Do or do not. There is no try, Yoda.
Let G be an arbitrary group, let g_{1}, g_{2} ∈ G. Then, g_{1} is said to be a conjugate of g_{2}, if there exists an a ∈ G such that g_{1} = ag_{2}a^{-1}.
Proposition. Let G be an Abelian group and g_{1}, g_{2} ∈G, then g_{1} is a conjugate of g_{2} if and only if g_{1} = g_{2}.
Proof. (Trivial)
⇒ g_{1} = ag_{2}a^{-1} =[Associative] (ag_{2})a^{-1} = [G Abelian group] (g_{2}a)a^{-1} = [G associate and identity] g_{2}.
⇐ g_{1} = g_{2} then g_{1} = eg_{2}e^{-1} (Recall e^{-1} = e)
Proposition. Let G be a group and let g_{1}, g_{2} ∈ G. If g_{1} is a conjugate of g_{2}, then the orders of g_{1} and g_{2} are the same.
Proof. Conjugate Elements in a group, Mathonline
Definition. Let G be a group and let H_{1} and H_{2} be subgroups of G. Then, H_{1} is said to be a conjugate of H_{2} if there exists an a ∈ G such that H_{1} = aH_{2}a^{-1}.
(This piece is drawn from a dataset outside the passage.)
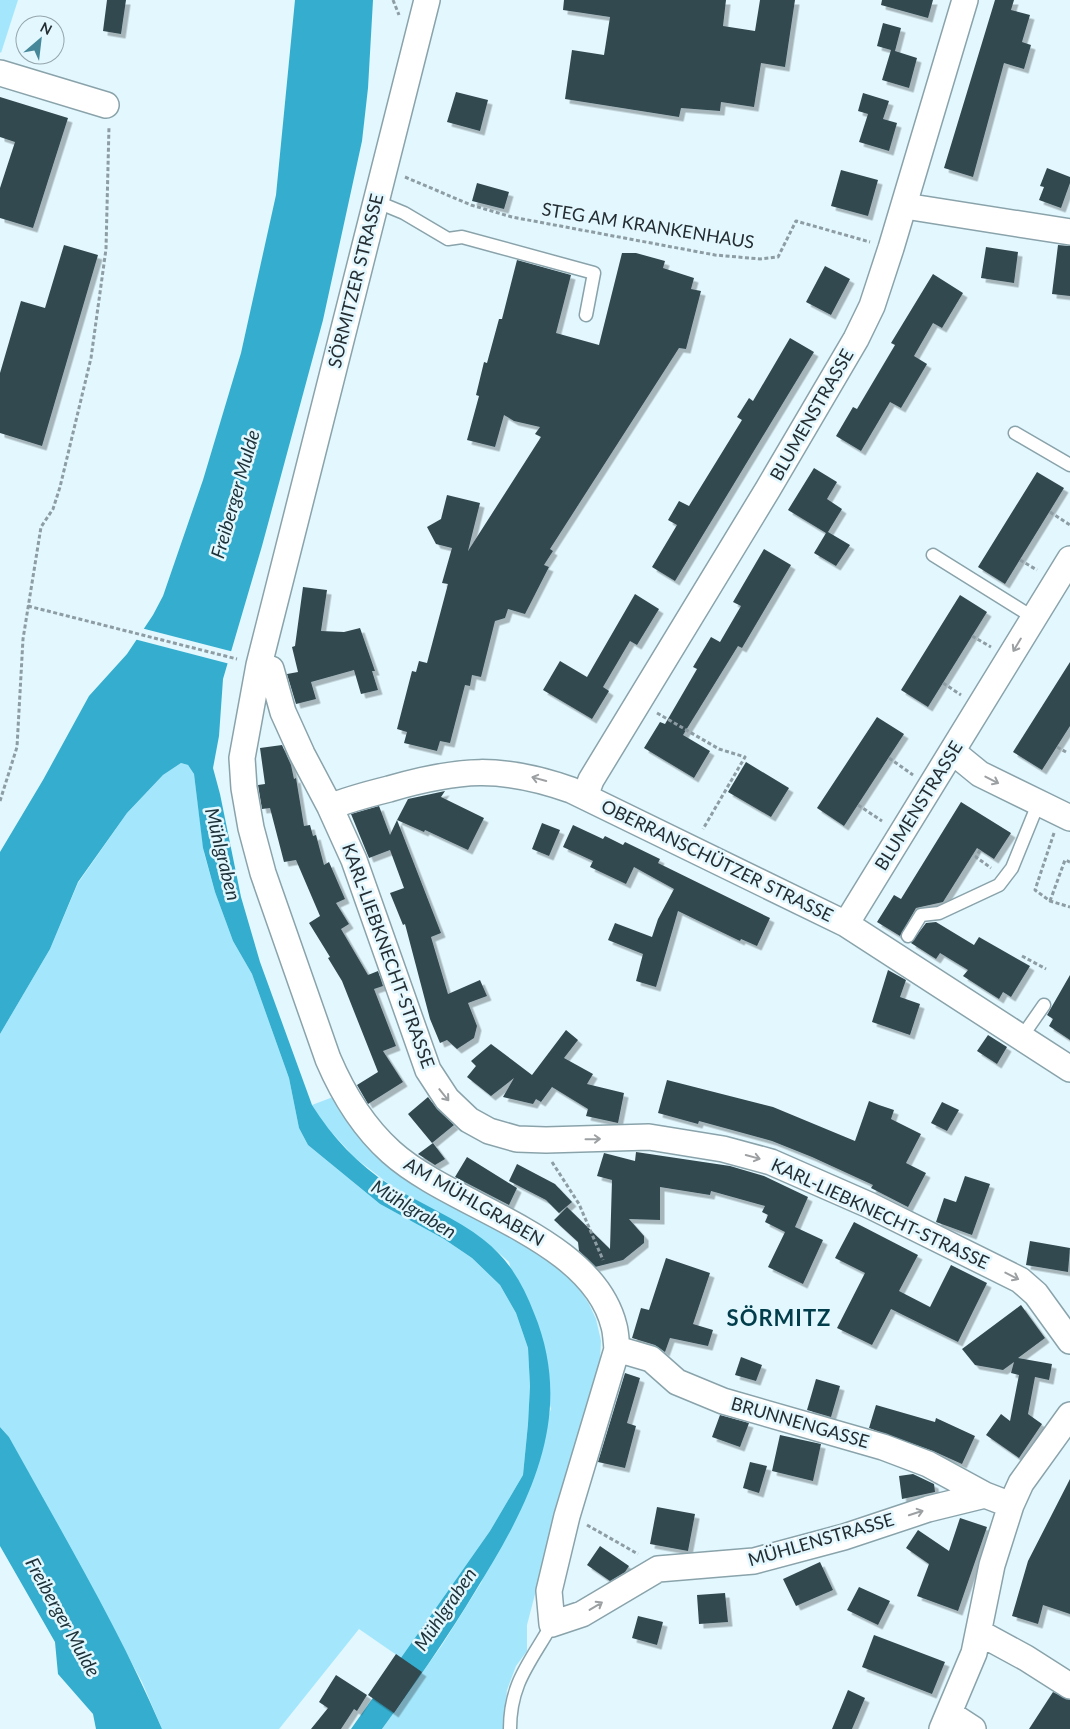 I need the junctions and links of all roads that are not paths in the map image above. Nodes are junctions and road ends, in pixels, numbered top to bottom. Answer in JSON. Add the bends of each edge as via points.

Proposition. Let G be an Abelian group and H_{1} ≤ G, H_{2}≤ G, then H_{1} is a conjugate of H_{2} if and only if H_{1} = H_{2}.
Proof.
⇒ Suppose H_{1} is a conjugate of H_{2} ⇒ ∃a ∈ G: H_{1} = aH_{2}a^{-1} ↭ H_{1}a = aH_{2} ↭ [G is Abelian] aH_{1} = aH_{2} ↭ [Multiplying both sides by a^{-1}] H_{1} = H_{2}
⇐ Suppose H_{1} = H_{2}. Let e ∈ G be the identity element on G. Then, H_{1} = eHe^{-1}∎
Let G be a group, H ≤ G be a subgroup of G, and g an arbitrary element of G. Then, the conjugate of H by g is a subgroup of G, that is, g^{-1}Hg = {g^{-1}hg | h ∈ H} ≤ G.
🔑 g^{-1}Hg is not always equal to H. Let G = S_{3}, H= {(1), (12)}, g = (13), g^{-1}Hg = {(1), (23)} ≠ H_{1} because (13)^{-1}(12)(13) = (13)(12)(13) = (23), (13)^{-1}(1)(13) = (13)(1)(13) = (13)(13) = (1).
Proof. (Two-Step Subgroup Test)
Suppose x, y ∈ g^{-1}Hg = {g^{-1}hg | h ∈ H} ≤ G ⇒ x = g^{-1}hg, y = g^{-1}h’g.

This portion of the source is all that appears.